| YOUR OBJECTIVE |
All of the data, word for word and free of pictures, is the expected result.

Stored items:
○ ○ ○

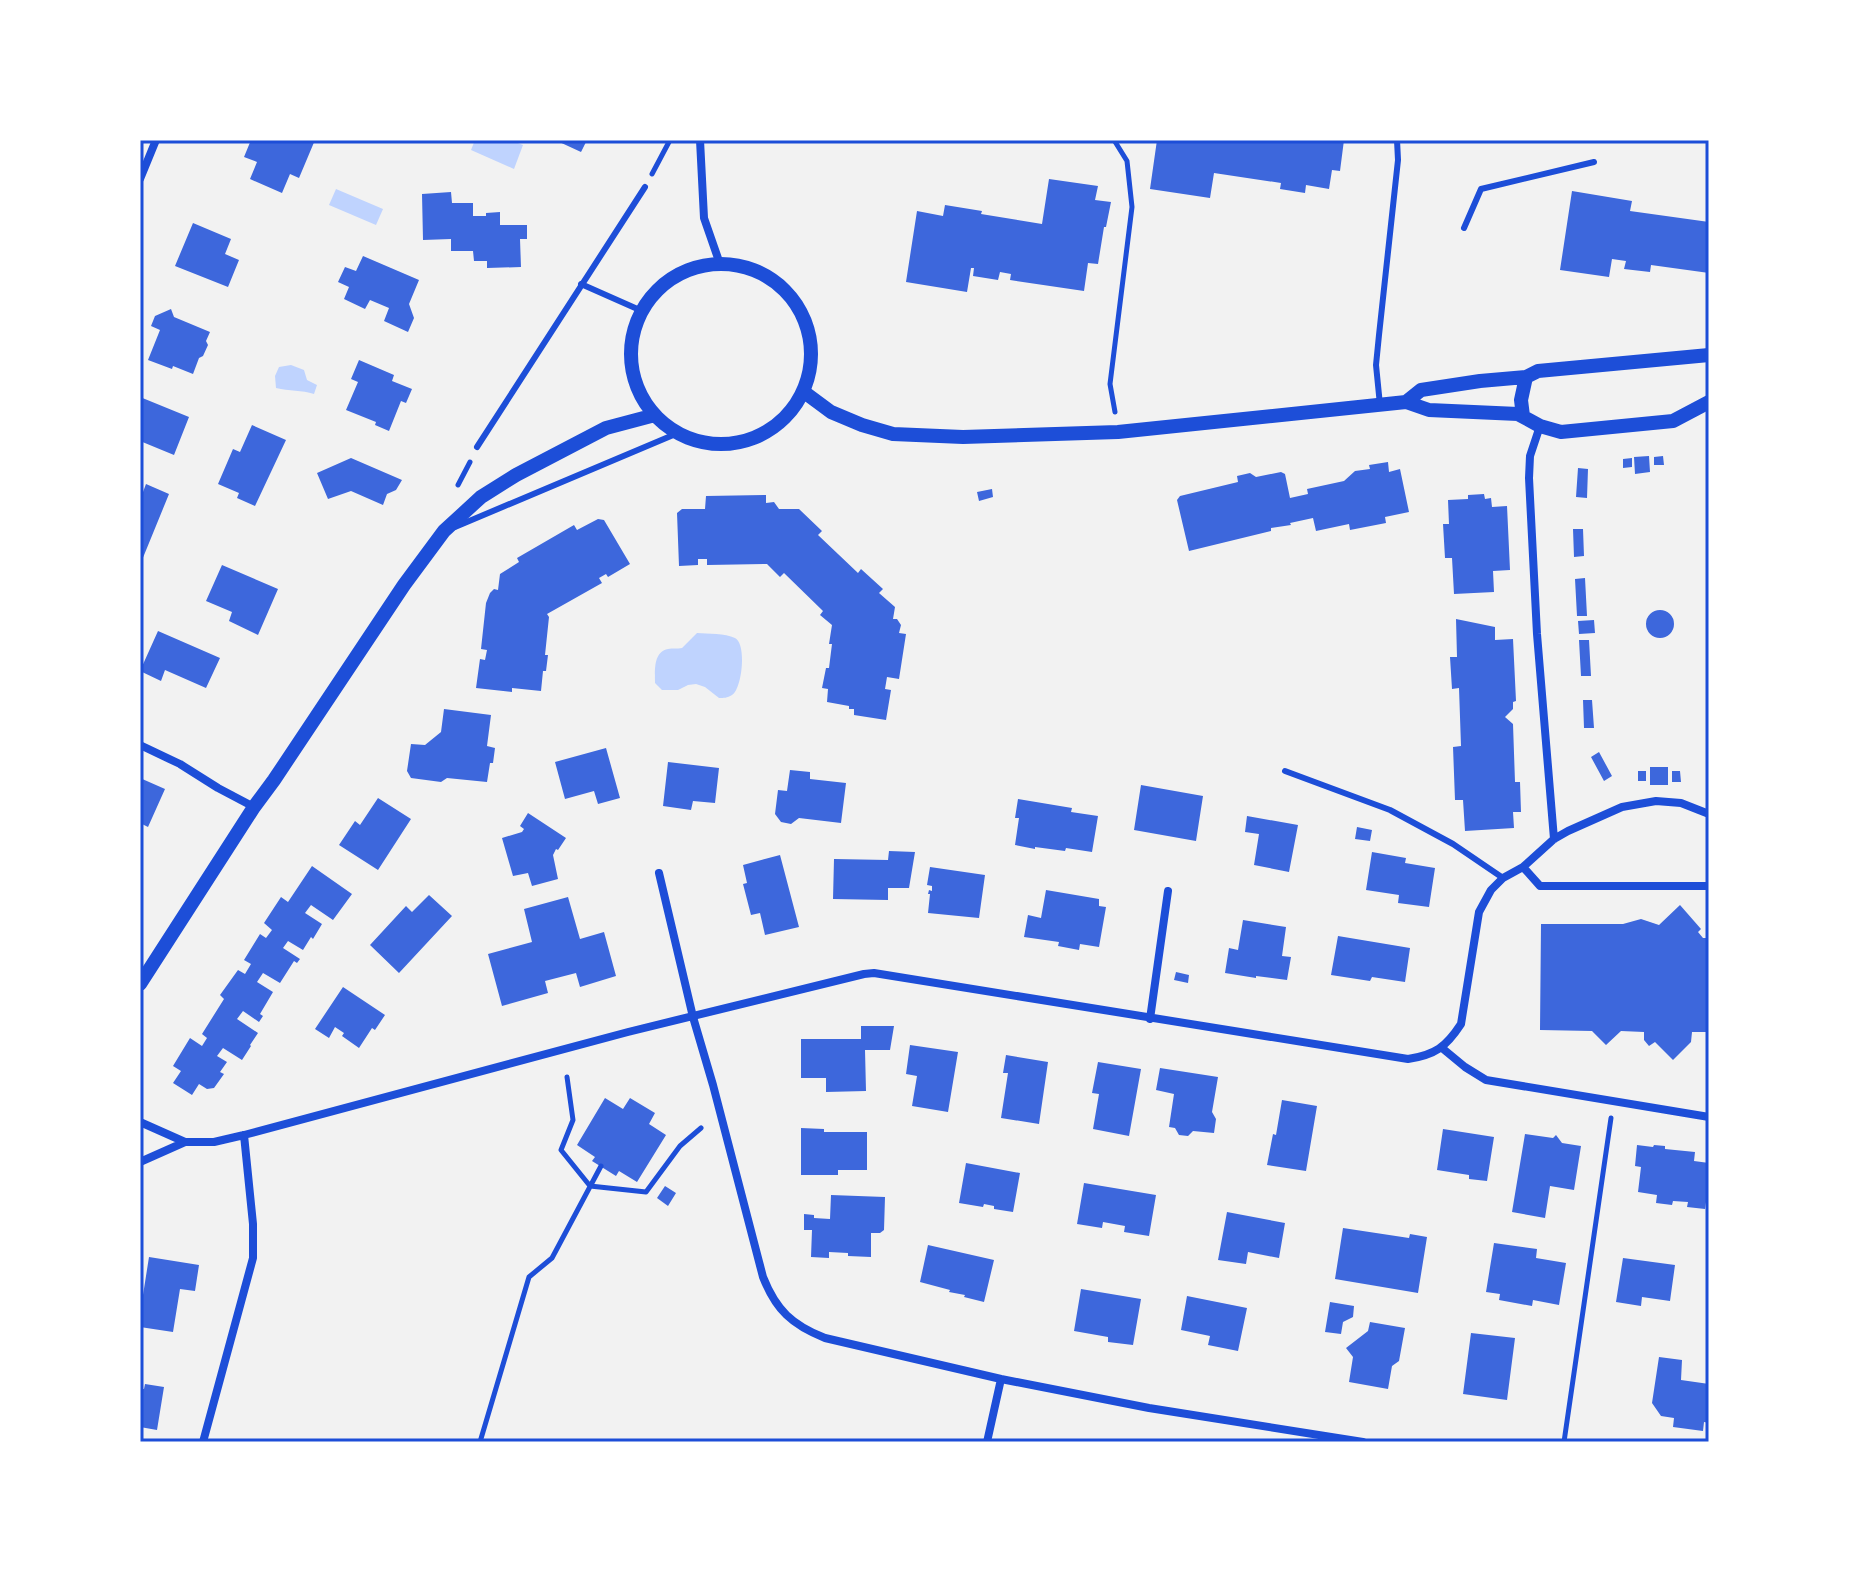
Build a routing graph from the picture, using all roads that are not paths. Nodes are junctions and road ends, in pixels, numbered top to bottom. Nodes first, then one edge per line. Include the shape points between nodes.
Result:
1 (156, 140) edge
2 (700, 140) edge
3 (1397, 140) edge
4 (1594, 162) dead end
5 (140, 179) edge
6 (645, 187) road end
7 (1464, 228) dead end
8 (720, 264) junction
9 (581, 284) junction
10 (642, 311) junction
11 (1705, 355) edge
12 (1709, 370) edge
13 (1526, 377) junction
14 (804, 392) junction
15 (1406, 402) junction
16 (1709, 402) edge
17 (1380, 405) junction
18 (655, 415) junction
19 (1523, 416) junction
20 (1540, 426) junction
21 (678, 433) junction
22 (477, 447) dead end
23 (444, 531) junction
24 (140, 745) edge
25 (1285, 771) dead end
26 (254, 807) junction
27 (1709, 814) edge
28 (1554, 839) junction
29 (1523, 867) junction
30 (659, 873) dead end
31 (1503, 878) junction
32 (1709, 886) edge
33 (1168, 891) dead end
34 (140, 984) edge
35 (693, 1017) junction
36 (1150, 1019) junction
37 (1442, 1048) junction
38 (1709, 1117) edge
39 (140, 1122) edge
40 (244, 1135) junction
41 (185, 1142) junction
42 (140, 1162) edge
43 (1001, 1379) junction
44 (203, 1442) edge
45 (987, 1442) edge
46 (1363, 1442) edge

1 - 5 street
2 - 8 street via 704,218
3 - 17 lane via 1376,365
4 - 7 lane via 1481,189
6 - 9 lane
8 - 10 street via 674,277
8 - 14 street via 750,268 777,283 797,305 810,332 812,363
9 - 10 lane
9 - 22 lane
10 - 18 street via 633,337 632,365 639,392
11 - 12 street
11 - 13 street via 1538,371
13 - 15 street via 1421,390
13 - 19 street
14 - 17 street via 831,412 893,434 963,437 1118,432
14 - 21 street via 787,416 764,434 735,443 706,443
15 - 17 street
15 - 19 street via 1429,410
16 - 20 street via 1673,421 1561,432
18 - 21 street
18 - 23 street via 606,428 516,475 481,497
19 - 20 street
20 - 28 street via 1529,478
21 - 23 lane
23 - 26 street
24 - 26 street
25 - 31 lane via 1390,810
26 - 34 street
27 - 28 street via 1681,803 1633,804
28 - 29 street
29 - 31 street
29 - 32 street via 1540,886
30 - 35 street
31 - 37 street via 1479,912 1461,1024
33 - 36 street
35 - 36 street via 874,973
35 - 40 street
35 - 43 street via 763,1277 779,1307 799,1326 825,1338
36 - 37 street via 1408,1059
37 - 38 street via 1486,1080
39 - 41 street
40 - 41 street
40 - 44 street via 253,1258
41 - 42 street
43 - 45 street
43 - 46 street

○ ○ ○

| YOUR RESPONSE |
Build a routing graph from the picture, using all roads that are not paths. Nodes are junctions and road ends, in pixels, numbered top to bottom. Nodes first, then one edge per line. Include the shape points between nodes.
Result:
1 (156, 140) edge
2 (700, 140) edge
3 (1397, 140) edge
4 (1594, 162) dead end
5 (140, 179) edge
6 (645, 187) road end
7 (1464, 228) dead end
8 (720, 264) junction
9 (581, 284) junction
10 (642, 311) junction
11 (1705, 355) edge
12 (1709, 370) edge
13 (1526, 377) junction
14 (804, 392) junction
15 (1406, 402) junction
16 (1709, 402) edge
17 (1380, 405) junction
18 (655, 415) junction
19 (1523, 416) junction
20 (1540, 426) junction
21 (678, 433) junction
22 (477, 447) dead end
23 (444, 531) junction
24 (140, 745) edge
25 (1285, 771) dead end
26 (254, 807) junction
27 (1709, 814) edge
28 (1554, 839) junction
29 (1523, 867) junction
30 (659, 873) dead end
31 (1503, 878) junction
32 (1709, 886) edge
33 (1168, 891) dead end
34 (140, 984) edge
35 (693, 1017) junction
36 (1150, 1019) junction
37 (1442, 1048) junction
38 (1709, 1117) edge
39 (140, 1122) edge
40 (244, 1135) junction
41 (185, 1142) junction
42 (140, 1162) edge
43 (1001, 1379) junction
44 (203, 1442) edge
45 (987, 1442) edge
46 (1363, 1442) edge

1 - 5 street
2 - 8 street via 704,218
3 - 17 lane via 1376,365
4 - 7 lane via 1481,189
6 - 9 lane
8 - 10 street via 674,277
8 - 14 street via 750,268 777,283 797,305 810,332 812,363
9 - 10 lane
9 - 22 lane
10 - 18 street via 633,337 632,365 639,392
11 - 12 street
11 - 13 street via 1538,371
13 - 15 street via 1421,390
13 - 19 street
14 - 17 street via 831,412 893,434 963,437 1118,432
14 - 21 street via 787,416 764,434 735,443 706,443
15 - 17 street
15 - 19 street via 1429,410
16 - 20 street via 1673,421 1561,432
18 - 21 street
18 - 23 street via 606,428 516,475 481,497
19 - 20 street
20 - 28 street via 1529,478
21 - 23 lane
23 - 26 street
24 - 26 street
25 - 31 lane via 1390,810
26 - 34 street
27 - 28 street via 1681,803 1633,804
28 - 29 street
29 - 31 street
29 - 32 street via 1540,886
30 - 35 street
31 - 37 street via 1479,912 1461,1024
33 - 36 street
35 - 36 street via 874,973
35 - 40 street
35 - 43 street via 763,1277 779,1307 799,1326 825,1338
36 - 37 street via 1408,1059
37 - 38 street via 1486,1080
39 - 41 street
40 - 41 street
40 - 44 street via 253,1258
41 - 42 street
43 - 45 street
43 - 46 street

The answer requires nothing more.